◆ What is expected: Whatever appears in the records, write it out again exactly.

◆ The records:
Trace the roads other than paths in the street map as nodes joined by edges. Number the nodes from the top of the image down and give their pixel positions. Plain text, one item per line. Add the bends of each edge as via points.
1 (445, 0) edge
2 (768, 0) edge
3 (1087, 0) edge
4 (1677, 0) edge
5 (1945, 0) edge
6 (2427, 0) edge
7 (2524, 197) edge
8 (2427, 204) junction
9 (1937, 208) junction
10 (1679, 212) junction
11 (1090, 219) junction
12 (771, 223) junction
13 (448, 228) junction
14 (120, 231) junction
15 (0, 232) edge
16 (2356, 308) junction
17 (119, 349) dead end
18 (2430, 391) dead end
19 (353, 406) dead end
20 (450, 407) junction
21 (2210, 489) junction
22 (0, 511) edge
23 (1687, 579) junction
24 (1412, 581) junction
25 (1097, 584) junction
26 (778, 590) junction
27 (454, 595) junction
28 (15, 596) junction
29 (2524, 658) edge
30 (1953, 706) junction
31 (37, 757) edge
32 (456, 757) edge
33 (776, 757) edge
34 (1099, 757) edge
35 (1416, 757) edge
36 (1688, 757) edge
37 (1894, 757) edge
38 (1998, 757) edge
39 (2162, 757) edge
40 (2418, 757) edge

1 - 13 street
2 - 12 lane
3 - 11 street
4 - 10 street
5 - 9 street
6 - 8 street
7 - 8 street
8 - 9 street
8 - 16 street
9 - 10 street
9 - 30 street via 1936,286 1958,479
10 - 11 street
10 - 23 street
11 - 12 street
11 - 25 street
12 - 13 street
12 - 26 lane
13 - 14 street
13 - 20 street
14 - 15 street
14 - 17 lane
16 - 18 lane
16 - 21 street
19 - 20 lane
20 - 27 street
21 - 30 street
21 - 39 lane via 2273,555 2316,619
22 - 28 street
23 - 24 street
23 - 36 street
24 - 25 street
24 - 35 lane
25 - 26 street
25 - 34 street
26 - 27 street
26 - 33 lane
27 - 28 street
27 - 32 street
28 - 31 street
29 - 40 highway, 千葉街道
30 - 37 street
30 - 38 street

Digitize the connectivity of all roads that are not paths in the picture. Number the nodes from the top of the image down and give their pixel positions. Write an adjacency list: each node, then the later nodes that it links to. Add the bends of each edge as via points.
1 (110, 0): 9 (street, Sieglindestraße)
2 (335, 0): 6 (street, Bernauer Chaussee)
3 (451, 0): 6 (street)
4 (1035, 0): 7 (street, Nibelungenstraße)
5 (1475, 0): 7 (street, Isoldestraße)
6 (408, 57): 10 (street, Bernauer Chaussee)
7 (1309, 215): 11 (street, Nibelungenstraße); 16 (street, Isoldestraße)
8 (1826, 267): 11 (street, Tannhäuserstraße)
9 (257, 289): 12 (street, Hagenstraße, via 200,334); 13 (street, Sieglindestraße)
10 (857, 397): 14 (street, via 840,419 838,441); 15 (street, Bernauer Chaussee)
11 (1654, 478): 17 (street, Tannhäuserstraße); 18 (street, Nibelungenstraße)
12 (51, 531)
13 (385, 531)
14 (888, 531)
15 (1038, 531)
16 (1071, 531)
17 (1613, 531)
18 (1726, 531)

◆ Solution for this problem:
Trace the roads other than paths in the street map as nodes joined by edges. Number the nodes from the top of the image down and give their pixel positions. Plain text, one item per line. Add the bends of each edge as via points.
1 (445, 0) edge
2 (768, 0) edge
3 (1087, 0) edge
4 (1677, 0) edge
5 (1945, 0) edge
6 (2427, 0) edge
7 (2524, 197) edge
8 (2427, 204) junction
9 (1937, 208) junction
10 (1679, 212) junction
11 (1090, 219) junction
12 (771, 223) junction
13 (448, 228) junction
14 (120, 231) junction
15 (0, 232) edge
16 (2356, 308) junction
17 (119, 349) dead end
18 (2430, 391) dead end
19 (353, 406) dead end
20 (450, 407) junction
21 (2210, 489) junction
22 (0, 511) edge
23 (1687, 579) junction
24 (1412, 581) junction
25 (1097, 584) junction
26 (778, 590) junction
27 (454, 595) junction
28 (15, 596) junction
29 (2524, 658) edge
30 (1953, 706) junction
31 (37, 757) edge
32 (456, 757) edge
33 (776, 757) edge
34 (1099, 757) edge
35 (1416, 757) edge
36 (1688, 757) edge
37 (1894, 757) edge
38 (1998, 757) edge
39 (2162, 757) edge
40 (2418, 757) edge

1 - 13 street
2 - 12 lane
3 - 11 street
4 - 10 street
5 - 9 street
6 - 8 street
7 - 8 street
8 - 9 street
8 - 16 street
9 - 10 street
9 - 30 street via 1936,286 1958,479
10 - 11 street
10 - 23 street
11 - 12 street
11 - 25 street
12 - 13 street
12 - 26 lane
13 - 14 street
13 - 20 street
14 - 15 street
14 - 17 lane
16 - 18 lane
16 - 21 street
19 - 20 lane
20 - 27 street
21 - 30 street
21 - 39 lane via 2273,555 2316,619
22 - 28 street
23 - 24 street
23 - 36 street
24 - 25 street
24 - 35 lane
25 - 26 street
25 - 34 street
26 - 27 street
26 - 33 lane
27 - 28 street
27 - 32 street
28 - 31 street
29 - 40 highway, 千葉街道
30 - 37 street
30 - 38 street

Digitize the connectivity of all roads that are not paths in the picture. Number the nodes from the top of the image down and give their pixel positions. Write an adjacency list: each node, then the later nodes that it links to. Add the bends of each edge as via points.
1 (110, 0): 9 (street, Sieglindestraße)
2 (335, 0): 6 (street, Bernauer Chaussee)
3 (451, 0): 6 (street)
4 (1035, 0): 7 (street, Nibelungenstraße)
5 (1475, 0): 7 (street, Isoldestraße)
6 (408, 57): 10 (street, Bernauer Chaussee)
7 (1309, 215): 11 (street, Nibelungenstraße); 16 (street, Isoldestraße)
8 (1826, 267): 11 (street, Tannhäuserstraße)
9 (257, 289): 12 (street, Hagenstraße, via 200,334); 13 (street, Sieglindestraße)
10 (857, 397): 14 (street, via 840,419 838,441); 15 (street, Bernauer Chaussee)
11 (1654, 478): 17 (street, Tannhäuserstraße); 18 (street, Nibelungenstraße)
12 (51, 531)
13 (385, 531)
14 (888, 531)
15 (1038, 531)
16 (1071, 531)
17 (1613, 531)
18 (1726, 531)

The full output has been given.